Stored data entries
============================================================
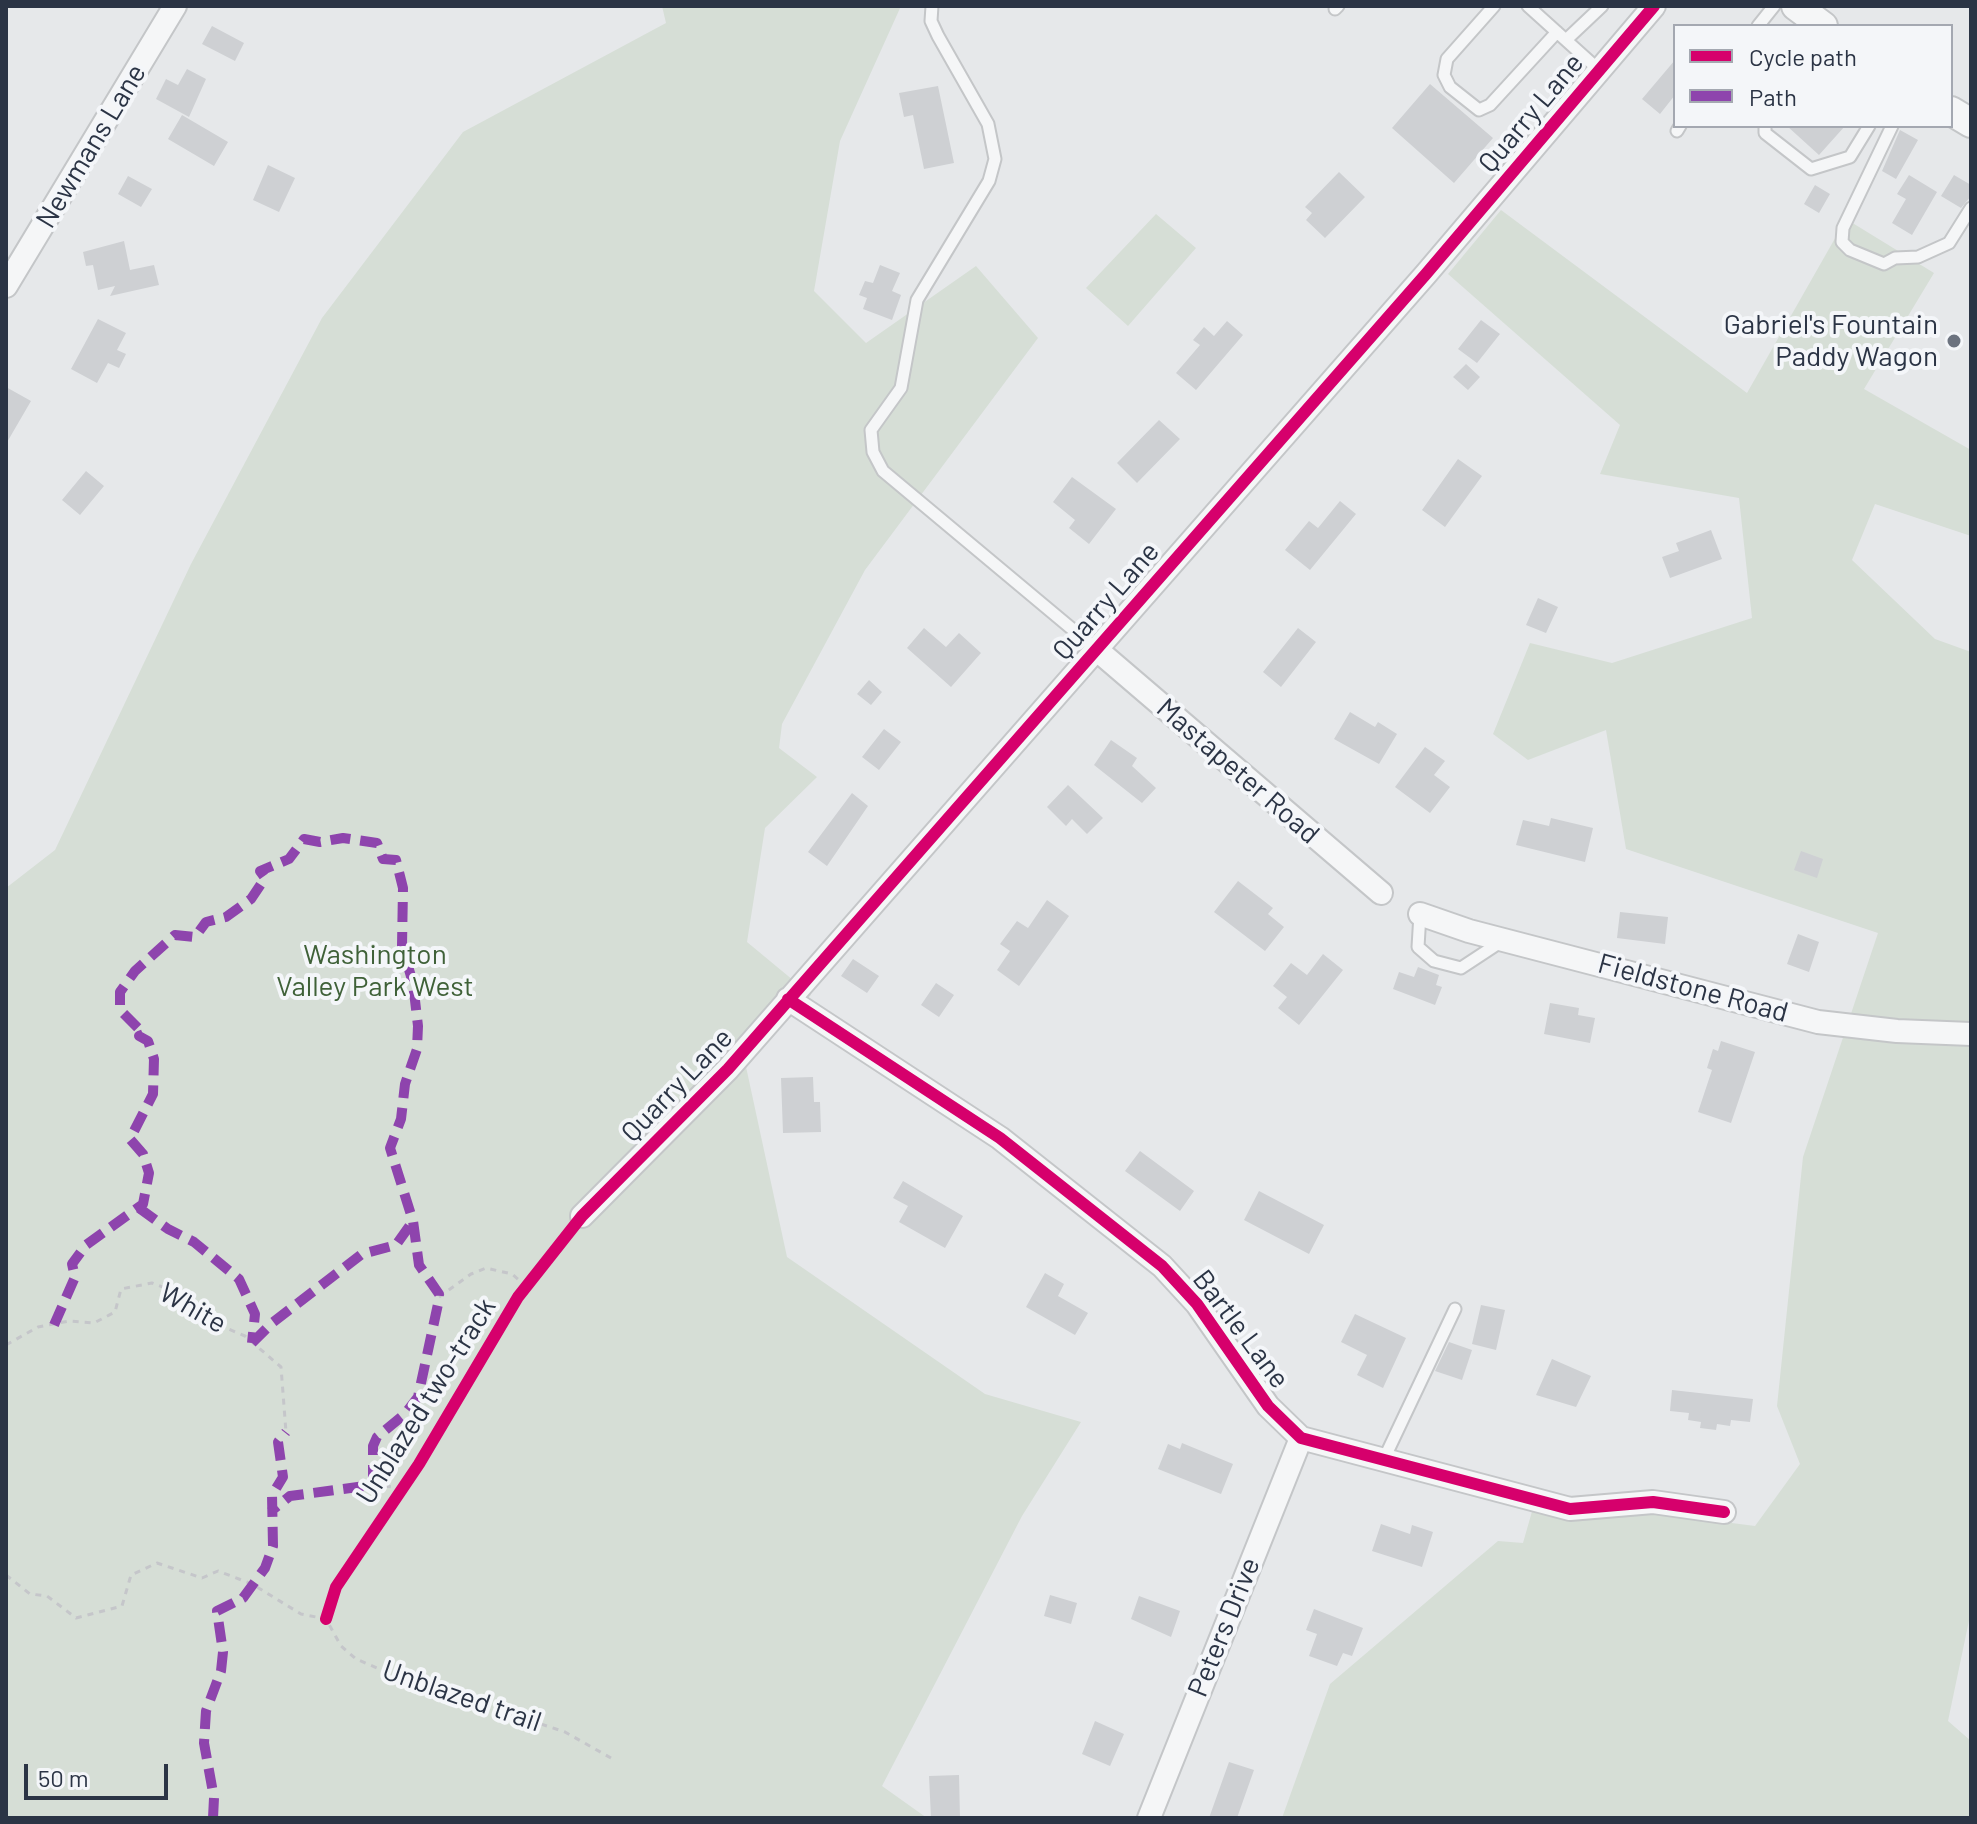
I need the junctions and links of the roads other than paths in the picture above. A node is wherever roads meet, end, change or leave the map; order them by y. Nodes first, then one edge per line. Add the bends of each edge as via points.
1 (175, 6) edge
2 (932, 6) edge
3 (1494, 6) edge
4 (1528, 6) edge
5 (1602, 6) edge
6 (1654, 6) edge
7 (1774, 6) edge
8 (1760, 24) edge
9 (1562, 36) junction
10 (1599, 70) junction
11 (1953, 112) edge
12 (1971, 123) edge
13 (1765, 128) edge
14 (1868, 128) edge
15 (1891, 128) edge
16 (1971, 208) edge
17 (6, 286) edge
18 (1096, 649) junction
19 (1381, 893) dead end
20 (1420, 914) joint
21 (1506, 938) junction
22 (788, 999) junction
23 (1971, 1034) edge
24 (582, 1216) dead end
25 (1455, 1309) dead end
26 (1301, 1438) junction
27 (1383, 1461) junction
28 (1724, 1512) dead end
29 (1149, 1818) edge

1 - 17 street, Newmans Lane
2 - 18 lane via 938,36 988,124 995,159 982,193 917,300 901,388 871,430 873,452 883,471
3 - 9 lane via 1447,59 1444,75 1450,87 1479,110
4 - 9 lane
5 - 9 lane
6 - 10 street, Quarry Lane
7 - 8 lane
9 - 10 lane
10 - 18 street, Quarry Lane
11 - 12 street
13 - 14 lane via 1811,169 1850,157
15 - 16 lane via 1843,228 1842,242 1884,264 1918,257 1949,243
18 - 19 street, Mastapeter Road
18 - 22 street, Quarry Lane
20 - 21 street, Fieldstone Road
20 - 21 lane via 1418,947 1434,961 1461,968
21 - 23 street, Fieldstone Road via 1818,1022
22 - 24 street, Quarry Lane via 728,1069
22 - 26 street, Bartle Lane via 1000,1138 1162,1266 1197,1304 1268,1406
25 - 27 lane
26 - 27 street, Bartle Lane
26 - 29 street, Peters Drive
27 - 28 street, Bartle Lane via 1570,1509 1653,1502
============================================================
Apart from the pictures, return the records exactly.

Output of the exercise:
I need the junctions and links of the roads other than paths in the picture above. A node is wherever roads meet, end, change or leave the map; order them by y. Nodes first, then one edge per line. Add the bends of each edge as via points.
1 (175, 6) edge
2 (932, 6) edge
3 (1494, 6) edge
4 (1528, 6) edge
5 (1602, 6) edge
6 (1654, 6) edge
7 (1774, 6) edge
8 (1760, 24) edge
9 (1562, 36) junction
10 (1599, 70) junction
11 (1953, 112) edge
12 (1971, 123) edge
13 (1765, 128) edge
14 (1868, 128) edge
15 (1891, 128) edge
16 (1971, 208) edge
17 (6, 286) edge
18 (1096, 649) junction
19 (1381, 893) dead end
20 (1420, 914) joint
21 (1506, 938) junction
22 (788, 999) junction
23 (1971, 1034) edge
24 (582, 1216) dead end
25 (1455, 1309) dead end
26 (1301, 1438) junction
27 (1383, 1461) junction
28 (1724, 1512) dead end
29 (1149, 1818) edge

1 - 17 street, Newmans Lane
2 - 18 lane via 938,36 988,124 995,159 982,193 917,300 901,388 871,430 873,452 883,471
3 - 9 lane via 1447,59 1444,75 1450,87 1479,110
4 - 9 lane
5 - 9 lane
6 - 10 street, Quarry Lane
7 - 8 lane
9 - 10 lane
10 - 18 street, Quarry Lane
11 - 12 street
13 - 14 lane via 1811,169 1850,157
15 - 16 lane via 1843,228 1842,242 1884,264 1918,257 1949,243
18 - 19 street, Mastapeter Road
18 - 22 street, Quarry Lane
20 - 21 street, Fieldstone Road
20 - 21 lane via 1418,947 1434,961 1461,968
21 - 23 street, Fieldstone Road via 1818,1022
22 - 24 street, Quarry Lane via 728,1069
22 - 26 street, Bartle Lane via 1000,1138 1162,1266 1197,1304 1268,1406
25 - 27 lane
26 - 27 street, Bartle Lane
26 - 29 street, Peters Drive
27 - 28 street, Bartle Lane via 1570,1509 1653,1502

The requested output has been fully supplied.